(Stored items)
************

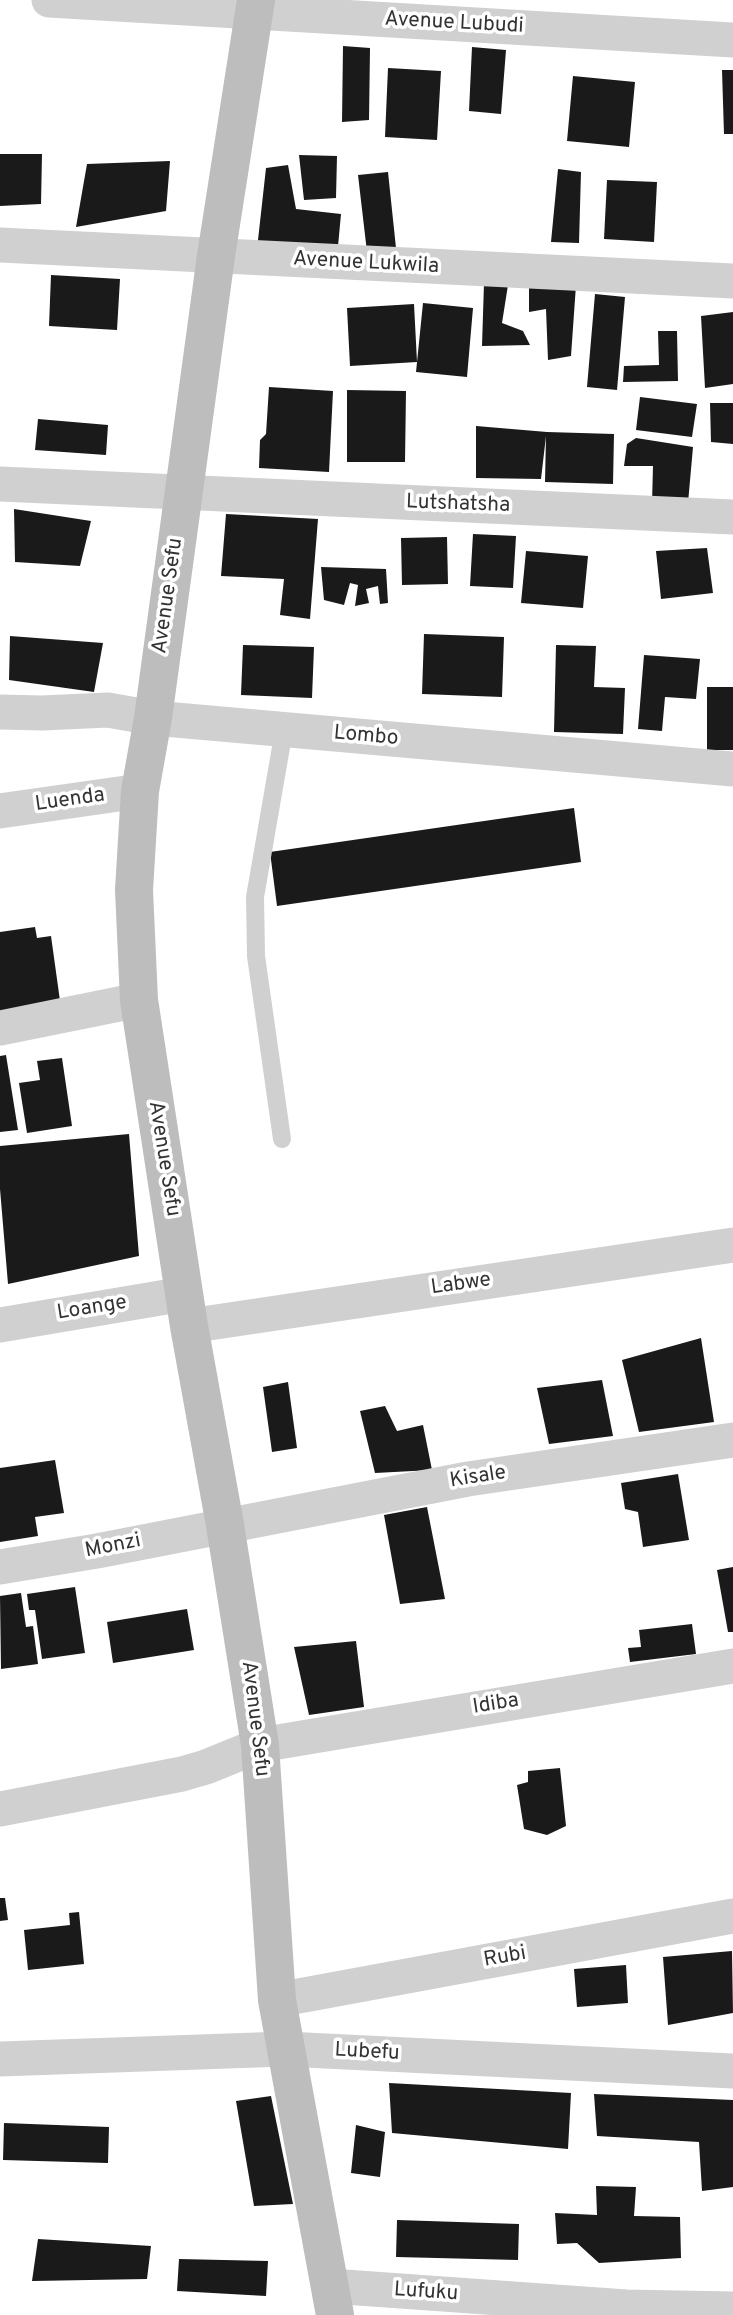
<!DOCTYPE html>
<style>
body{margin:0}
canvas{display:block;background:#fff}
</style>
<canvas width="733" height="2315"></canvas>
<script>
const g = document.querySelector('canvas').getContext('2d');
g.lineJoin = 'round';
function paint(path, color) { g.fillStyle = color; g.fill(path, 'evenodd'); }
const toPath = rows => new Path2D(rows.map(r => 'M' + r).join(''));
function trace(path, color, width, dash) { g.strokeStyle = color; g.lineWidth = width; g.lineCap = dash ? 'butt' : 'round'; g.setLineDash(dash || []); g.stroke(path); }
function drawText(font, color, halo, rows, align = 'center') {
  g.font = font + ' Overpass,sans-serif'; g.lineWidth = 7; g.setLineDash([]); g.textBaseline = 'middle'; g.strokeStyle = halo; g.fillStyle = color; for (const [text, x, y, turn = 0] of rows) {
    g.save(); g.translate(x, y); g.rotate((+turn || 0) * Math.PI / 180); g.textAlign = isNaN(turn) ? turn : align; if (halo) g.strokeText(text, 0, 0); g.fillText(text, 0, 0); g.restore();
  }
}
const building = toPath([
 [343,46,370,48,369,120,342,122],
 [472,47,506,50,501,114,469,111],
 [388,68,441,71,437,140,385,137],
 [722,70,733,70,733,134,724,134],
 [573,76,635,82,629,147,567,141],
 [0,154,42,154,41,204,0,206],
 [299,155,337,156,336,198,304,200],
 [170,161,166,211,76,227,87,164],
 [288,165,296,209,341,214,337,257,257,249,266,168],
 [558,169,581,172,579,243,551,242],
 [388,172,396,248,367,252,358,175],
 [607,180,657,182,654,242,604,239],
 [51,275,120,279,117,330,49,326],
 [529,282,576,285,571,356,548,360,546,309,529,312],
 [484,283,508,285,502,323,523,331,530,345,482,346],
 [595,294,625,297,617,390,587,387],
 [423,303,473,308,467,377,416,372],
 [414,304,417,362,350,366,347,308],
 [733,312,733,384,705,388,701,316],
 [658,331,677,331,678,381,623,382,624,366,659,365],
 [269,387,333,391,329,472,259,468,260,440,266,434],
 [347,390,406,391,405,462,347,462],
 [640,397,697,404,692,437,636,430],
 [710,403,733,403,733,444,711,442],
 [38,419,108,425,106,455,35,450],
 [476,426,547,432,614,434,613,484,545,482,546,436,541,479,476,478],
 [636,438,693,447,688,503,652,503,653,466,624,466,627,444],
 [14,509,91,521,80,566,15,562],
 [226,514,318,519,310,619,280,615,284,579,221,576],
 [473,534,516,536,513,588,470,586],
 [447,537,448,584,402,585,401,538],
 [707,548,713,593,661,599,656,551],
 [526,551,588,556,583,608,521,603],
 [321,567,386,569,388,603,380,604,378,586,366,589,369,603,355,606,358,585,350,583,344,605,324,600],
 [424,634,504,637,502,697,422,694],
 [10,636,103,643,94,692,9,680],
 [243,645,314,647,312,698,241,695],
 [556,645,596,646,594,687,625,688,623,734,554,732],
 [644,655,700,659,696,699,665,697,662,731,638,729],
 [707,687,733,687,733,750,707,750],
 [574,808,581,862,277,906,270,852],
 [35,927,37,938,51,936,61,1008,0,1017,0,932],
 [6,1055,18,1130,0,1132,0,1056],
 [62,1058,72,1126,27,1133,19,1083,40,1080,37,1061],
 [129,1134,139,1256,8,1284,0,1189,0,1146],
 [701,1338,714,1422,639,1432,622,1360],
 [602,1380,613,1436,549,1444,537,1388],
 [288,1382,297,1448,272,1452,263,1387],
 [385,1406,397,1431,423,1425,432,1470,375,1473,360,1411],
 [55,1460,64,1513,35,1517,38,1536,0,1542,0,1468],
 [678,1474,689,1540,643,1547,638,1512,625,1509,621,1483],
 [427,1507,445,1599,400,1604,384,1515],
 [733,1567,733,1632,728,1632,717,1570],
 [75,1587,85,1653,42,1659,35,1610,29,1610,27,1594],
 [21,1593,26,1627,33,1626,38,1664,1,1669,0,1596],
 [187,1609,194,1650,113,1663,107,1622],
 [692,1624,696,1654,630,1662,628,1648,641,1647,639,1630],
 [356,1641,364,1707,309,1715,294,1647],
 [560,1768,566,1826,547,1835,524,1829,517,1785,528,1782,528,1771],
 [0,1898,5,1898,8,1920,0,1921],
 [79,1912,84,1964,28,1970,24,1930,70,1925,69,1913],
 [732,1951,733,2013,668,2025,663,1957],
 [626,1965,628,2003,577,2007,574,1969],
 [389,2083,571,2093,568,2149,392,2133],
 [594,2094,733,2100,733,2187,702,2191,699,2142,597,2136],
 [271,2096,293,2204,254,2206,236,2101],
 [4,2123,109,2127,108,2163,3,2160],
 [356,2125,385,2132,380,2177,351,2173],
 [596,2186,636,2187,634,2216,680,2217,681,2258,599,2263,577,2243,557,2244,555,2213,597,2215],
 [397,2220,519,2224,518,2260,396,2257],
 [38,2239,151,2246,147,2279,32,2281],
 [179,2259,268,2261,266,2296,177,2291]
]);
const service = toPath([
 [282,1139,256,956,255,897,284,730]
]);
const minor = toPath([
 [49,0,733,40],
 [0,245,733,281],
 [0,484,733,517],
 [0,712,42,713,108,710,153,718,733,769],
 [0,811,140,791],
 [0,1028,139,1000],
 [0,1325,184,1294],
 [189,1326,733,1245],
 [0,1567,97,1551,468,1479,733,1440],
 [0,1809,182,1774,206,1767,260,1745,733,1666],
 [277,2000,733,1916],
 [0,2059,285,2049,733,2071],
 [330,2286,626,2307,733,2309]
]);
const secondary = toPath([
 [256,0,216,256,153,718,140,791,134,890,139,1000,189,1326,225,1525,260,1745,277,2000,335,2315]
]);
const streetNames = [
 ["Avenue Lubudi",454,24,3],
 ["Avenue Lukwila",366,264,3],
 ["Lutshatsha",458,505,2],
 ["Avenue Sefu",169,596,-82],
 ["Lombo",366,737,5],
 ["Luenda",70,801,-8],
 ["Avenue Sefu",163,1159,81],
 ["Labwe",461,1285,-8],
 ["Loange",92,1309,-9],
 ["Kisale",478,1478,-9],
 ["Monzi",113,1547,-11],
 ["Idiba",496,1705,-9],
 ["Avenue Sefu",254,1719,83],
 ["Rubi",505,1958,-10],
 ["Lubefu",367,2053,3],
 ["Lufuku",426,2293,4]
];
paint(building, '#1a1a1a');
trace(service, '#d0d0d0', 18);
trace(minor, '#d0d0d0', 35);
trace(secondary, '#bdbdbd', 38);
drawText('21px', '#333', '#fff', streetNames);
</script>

************

## Task to carry out
Begin with the first line of the records and repeat every line up to the one with "function paint(path, color)", counting that line too. Pictures are not part of the copy.

## Answer to this exercise
<!DOCTYPE html>
<style>
body{margin:0}
canvas{display:block;background:#fff}
</style>
<canvas width="733" height="2315"></canvas>
<script>
const g = document.querySelector('canvas').getContext('2d');
g.lineJoin = 'round';
function paint(path, color) { g.fillStyle = color; g.fill(path, 'evenodd'); }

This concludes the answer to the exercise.